◆ TASK TO COMPLETE ◆
Only the lines that hold "NASCIMENTO" should be in the answer, each copied from the data below.
[[ THE DATA open ]]
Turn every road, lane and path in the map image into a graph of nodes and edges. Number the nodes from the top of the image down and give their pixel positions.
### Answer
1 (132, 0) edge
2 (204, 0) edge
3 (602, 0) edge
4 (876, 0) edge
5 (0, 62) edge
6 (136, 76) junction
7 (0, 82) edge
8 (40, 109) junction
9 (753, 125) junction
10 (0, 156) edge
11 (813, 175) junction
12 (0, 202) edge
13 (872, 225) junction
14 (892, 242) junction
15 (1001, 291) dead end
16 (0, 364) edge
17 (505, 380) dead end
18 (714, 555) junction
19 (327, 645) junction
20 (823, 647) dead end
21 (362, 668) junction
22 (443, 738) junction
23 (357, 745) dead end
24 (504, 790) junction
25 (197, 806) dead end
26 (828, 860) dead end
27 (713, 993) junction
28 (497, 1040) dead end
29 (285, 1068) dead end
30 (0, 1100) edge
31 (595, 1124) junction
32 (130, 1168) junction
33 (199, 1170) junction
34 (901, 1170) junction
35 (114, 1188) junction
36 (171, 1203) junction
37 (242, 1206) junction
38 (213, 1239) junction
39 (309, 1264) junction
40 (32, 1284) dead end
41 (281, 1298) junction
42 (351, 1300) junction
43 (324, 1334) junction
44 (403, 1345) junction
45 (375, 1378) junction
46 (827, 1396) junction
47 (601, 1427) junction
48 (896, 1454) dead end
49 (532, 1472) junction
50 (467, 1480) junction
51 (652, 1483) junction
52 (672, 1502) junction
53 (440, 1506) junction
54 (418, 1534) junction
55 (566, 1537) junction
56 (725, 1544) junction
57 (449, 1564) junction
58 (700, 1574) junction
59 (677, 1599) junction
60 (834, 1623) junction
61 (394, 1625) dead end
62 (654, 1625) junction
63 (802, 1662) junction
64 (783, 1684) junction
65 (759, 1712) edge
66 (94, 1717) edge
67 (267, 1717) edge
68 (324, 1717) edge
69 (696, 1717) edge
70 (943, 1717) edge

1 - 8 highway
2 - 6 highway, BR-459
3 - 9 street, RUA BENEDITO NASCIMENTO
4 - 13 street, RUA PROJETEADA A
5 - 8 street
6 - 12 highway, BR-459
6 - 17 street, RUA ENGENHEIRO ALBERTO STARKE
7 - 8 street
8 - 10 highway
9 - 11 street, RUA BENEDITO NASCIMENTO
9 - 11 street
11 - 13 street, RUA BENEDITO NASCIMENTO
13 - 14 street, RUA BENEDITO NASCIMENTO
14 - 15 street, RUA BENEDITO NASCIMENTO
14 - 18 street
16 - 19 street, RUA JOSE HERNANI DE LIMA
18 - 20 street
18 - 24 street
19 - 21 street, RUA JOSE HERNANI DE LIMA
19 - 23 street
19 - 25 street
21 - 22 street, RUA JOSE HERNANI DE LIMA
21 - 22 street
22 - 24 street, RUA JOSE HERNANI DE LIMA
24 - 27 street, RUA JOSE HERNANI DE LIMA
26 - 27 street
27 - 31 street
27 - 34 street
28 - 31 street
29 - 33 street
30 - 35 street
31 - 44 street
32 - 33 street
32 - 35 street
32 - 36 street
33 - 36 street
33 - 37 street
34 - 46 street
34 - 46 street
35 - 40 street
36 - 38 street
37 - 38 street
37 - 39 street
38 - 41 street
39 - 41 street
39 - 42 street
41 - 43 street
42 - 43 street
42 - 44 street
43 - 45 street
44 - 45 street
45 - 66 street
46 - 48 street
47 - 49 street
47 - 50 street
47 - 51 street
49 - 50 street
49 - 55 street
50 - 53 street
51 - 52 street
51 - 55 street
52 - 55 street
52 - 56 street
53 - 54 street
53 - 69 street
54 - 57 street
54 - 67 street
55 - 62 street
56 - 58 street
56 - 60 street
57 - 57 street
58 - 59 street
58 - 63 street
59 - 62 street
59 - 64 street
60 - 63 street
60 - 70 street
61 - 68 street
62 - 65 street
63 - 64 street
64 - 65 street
[[ THE DATA closed ]]
◆ REPLY TO THE EXERCISE ◆
3 - 9 street, RUA BENEDITO NASCIMENTO
9 - 11 street, RUA BENEDITO NASCIMENTO
11 - 13 street, RUA BENEDITO NASCIMENTO
13 - 14 street, RUA BENEDITO NASCIMENTO
14 - 15 street, RUA BENEDITO NASCIMENTO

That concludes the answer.